** Work instructions **
One number is the full answer: how many lines in the records contain the word "italic"?

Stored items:
────
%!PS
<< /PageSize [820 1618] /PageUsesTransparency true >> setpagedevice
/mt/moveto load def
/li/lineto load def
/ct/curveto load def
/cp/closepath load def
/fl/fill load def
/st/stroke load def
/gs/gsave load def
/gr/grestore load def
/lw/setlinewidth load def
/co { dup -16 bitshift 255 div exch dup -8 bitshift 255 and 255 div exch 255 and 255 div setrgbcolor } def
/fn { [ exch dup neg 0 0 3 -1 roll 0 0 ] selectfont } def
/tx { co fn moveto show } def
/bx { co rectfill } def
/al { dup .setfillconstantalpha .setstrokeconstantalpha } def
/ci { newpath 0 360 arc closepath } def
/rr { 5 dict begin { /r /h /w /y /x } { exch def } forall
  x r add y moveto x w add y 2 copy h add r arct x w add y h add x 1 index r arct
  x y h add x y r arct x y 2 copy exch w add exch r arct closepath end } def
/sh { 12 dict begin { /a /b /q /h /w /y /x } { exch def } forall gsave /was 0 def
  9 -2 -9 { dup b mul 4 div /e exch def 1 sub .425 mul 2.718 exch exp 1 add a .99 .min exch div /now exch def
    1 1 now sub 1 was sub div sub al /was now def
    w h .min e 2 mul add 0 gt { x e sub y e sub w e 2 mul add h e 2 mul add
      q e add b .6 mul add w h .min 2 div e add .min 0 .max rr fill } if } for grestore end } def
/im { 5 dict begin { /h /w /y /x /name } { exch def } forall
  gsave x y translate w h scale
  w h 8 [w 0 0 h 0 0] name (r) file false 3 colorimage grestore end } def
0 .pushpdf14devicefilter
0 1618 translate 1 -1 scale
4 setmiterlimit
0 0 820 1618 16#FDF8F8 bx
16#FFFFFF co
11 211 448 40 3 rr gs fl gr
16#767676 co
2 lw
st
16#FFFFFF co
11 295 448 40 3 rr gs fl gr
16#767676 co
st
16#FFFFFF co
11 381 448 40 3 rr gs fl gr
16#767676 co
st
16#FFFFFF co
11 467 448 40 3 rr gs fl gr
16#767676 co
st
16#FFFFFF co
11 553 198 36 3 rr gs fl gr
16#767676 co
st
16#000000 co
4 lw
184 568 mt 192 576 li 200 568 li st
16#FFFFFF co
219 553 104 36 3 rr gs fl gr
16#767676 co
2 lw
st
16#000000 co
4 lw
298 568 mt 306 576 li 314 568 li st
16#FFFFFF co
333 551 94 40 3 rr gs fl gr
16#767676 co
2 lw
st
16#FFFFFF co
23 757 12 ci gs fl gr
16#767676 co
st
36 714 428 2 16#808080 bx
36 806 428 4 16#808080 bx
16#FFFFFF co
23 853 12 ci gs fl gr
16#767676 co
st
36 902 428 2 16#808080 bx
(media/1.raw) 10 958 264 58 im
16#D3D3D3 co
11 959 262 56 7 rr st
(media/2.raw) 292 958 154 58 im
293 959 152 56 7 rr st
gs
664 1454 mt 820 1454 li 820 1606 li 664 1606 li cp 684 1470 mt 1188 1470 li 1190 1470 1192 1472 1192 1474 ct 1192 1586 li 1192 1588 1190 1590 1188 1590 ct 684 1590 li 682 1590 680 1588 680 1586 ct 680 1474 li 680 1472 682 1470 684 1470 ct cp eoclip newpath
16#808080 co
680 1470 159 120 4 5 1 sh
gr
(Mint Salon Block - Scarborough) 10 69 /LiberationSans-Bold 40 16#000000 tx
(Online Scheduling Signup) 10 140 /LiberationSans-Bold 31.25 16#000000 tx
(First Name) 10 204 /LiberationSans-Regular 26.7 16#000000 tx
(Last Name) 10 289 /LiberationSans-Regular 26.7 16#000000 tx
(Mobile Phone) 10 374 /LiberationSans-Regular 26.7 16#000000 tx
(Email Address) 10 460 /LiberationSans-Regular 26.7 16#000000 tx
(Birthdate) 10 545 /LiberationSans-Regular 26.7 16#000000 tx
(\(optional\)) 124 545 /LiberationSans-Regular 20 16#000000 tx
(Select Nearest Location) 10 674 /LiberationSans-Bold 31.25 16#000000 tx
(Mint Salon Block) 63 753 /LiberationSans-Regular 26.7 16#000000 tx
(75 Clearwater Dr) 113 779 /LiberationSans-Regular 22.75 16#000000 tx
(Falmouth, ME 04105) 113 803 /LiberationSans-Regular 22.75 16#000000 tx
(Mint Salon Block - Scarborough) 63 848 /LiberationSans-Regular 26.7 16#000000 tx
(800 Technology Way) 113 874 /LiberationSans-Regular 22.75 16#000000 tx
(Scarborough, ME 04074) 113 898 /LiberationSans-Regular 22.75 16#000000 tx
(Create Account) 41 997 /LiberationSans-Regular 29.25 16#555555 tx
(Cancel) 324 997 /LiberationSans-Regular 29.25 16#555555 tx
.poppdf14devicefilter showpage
────
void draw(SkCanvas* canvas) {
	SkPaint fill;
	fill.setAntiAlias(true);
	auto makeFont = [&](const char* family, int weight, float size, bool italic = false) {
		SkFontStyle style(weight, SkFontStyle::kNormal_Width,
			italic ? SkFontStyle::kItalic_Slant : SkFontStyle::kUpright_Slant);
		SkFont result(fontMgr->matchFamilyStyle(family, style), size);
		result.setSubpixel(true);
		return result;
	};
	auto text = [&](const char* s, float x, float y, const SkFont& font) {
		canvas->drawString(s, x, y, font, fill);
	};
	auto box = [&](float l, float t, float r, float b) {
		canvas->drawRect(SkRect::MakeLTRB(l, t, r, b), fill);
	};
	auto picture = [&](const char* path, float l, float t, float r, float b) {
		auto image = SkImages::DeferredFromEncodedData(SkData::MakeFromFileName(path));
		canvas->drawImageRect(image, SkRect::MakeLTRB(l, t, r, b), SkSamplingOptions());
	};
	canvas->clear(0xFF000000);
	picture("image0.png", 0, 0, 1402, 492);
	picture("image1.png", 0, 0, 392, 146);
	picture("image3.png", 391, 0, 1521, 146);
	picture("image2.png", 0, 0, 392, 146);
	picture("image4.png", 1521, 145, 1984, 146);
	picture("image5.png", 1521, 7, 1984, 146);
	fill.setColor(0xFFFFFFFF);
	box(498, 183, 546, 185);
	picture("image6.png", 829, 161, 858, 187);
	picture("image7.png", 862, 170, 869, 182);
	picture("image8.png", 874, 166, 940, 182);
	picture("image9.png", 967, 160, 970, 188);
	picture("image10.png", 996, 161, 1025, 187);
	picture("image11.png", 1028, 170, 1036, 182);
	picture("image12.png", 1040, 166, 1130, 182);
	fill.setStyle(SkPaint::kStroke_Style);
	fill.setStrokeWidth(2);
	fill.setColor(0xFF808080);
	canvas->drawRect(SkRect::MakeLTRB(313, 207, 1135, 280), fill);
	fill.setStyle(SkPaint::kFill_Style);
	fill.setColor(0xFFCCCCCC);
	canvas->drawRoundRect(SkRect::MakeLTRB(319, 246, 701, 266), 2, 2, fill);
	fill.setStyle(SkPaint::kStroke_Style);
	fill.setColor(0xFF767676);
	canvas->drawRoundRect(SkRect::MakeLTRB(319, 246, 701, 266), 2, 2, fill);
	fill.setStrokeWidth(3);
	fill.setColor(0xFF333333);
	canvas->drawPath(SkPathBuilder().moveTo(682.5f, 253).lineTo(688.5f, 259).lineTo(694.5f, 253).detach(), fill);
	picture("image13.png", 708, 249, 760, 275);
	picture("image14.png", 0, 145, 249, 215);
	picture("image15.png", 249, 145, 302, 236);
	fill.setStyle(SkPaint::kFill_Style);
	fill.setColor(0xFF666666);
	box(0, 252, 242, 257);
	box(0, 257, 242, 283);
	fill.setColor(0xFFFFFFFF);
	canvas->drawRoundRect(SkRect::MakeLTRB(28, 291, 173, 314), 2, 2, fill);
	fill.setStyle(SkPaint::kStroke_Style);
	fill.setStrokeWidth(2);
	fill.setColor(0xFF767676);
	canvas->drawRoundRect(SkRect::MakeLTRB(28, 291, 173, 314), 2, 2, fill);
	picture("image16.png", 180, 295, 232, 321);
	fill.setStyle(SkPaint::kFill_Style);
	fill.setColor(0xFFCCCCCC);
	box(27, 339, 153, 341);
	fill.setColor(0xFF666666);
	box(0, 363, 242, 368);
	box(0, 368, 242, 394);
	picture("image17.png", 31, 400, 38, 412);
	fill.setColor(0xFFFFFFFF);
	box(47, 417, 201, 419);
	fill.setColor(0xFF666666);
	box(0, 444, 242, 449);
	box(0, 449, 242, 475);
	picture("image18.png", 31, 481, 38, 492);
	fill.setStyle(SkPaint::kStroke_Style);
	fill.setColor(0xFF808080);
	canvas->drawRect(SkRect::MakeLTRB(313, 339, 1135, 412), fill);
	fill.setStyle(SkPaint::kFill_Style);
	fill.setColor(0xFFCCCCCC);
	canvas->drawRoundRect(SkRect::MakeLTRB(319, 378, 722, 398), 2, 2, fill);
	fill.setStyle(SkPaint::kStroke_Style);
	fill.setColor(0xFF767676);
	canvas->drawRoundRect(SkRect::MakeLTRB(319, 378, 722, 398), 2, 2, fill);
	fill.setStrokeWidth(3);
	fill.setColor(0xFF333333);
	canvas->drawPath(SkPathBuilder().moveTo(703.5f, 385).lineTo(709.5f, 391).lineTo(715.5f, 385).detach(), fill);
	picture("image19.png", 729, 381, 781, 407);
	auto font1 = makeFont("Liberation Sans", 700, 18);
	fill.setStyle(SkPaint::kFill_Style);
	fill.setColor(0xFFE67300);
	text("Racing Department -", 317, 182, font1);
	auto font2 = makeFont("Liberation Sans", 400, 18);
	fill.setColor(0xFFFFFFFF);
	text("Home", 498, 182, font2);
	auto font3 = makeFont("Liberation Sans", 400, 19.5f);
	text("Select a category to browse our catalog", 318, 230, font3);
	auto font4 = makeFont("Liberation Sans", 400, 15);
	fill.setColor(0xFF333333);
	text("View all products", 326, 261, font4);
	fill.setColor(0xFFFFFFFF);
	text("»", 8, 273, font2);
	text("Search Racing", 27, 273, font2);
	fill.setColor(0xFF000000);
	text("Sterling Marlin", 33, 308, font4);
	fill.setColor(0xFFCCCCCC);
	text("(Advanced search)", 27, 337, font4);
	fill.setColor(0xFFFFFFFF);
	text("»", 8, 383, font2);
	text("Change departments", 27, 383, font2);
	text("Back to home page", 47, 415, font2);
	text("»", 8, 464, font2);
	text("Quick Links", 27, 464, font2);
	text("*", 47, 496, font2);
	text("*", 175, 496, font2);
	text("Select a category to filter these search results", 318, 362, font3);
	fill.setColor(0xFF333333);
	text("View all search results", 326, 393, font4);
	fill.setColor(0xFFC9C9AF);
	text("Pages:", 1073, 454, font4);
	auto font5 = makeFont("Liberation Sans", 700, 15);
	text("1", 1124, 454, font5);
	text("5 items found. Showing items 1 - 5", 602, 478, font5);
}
────
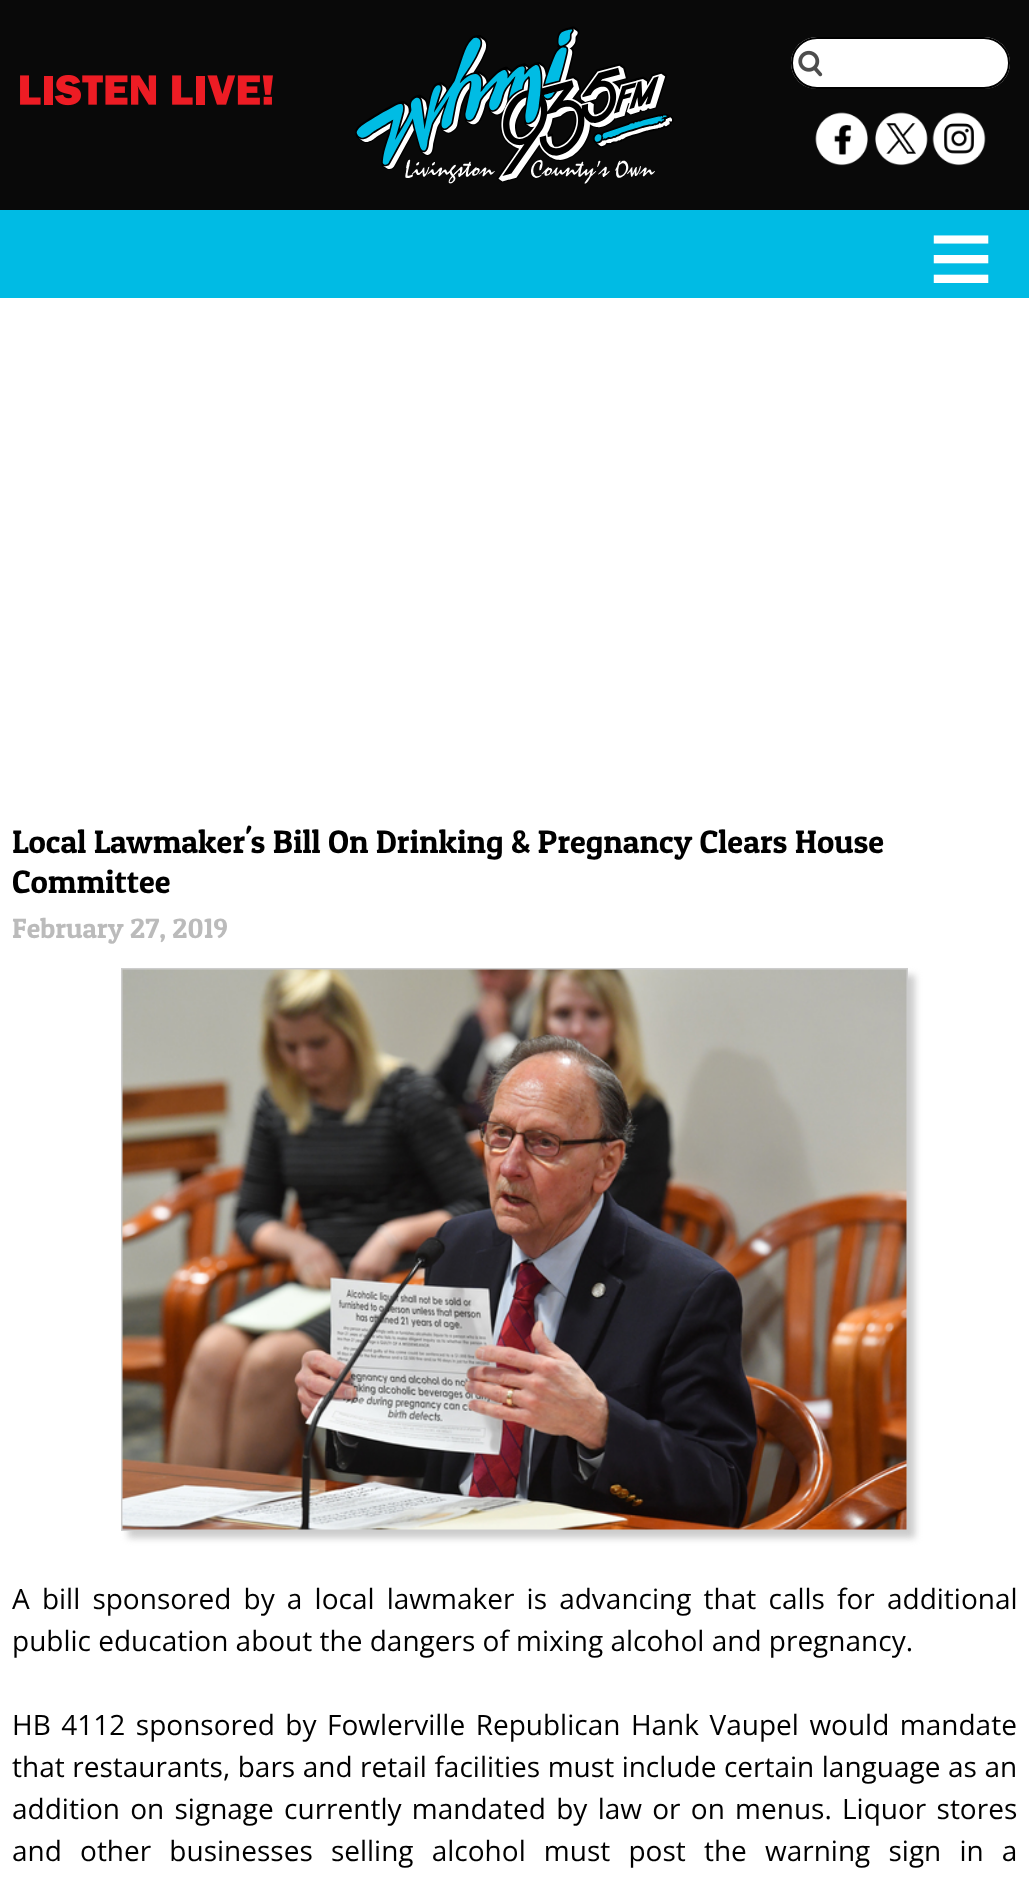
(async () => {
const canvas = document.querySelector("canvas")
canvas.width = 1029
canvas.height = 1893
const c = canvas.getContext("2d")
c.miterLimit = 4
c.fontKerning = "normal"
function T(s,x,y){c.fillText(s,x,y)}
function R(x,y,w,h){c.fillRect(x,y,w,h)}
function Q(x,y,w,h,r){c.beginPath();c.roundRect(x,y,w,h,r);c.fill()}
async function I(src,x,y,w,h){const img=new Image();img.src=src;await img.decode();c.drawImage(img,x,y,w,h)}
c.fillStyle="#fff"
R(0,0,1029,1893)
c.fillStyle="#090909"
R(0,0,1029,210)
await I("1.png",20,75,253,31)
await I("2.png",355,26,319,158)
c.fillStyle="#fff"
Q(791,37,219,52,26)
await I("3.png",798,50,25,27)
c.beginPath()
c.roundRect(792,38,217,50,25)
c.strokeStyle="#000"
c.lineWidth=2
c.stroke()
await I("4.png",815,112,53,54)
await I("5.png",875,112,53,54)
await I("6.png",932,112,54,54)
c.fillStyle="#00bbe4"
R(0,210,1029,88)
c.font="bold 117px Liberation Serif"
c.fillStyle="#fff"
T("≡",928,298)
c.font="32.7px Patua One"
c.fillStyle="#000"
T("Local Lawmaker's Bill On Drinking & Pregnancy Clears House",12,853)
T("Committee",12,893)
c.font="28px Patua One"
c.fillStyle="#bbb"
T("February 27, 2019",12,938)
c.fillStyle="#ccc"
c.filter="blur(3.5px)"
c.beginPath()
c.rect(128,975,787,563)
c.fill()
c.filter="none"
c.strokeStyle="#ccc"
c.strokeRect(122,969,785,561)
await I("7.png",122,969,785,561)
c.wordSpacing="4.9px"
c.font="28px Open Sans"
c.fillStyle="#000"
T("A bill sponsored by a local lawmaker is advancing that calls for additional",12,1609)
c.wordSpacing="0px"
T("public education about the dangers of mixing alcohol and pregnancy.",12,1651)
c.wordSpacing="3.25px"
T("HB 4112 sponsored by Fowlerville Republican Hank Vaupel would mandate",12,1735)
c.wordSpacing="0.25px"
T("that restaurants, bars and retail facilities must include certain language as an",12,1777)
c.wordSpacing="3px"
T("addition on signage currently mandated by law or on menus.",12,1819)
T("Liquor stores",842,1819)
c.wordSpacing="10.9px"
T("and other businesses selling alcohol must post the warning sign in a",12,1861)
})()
────
** Solution **
2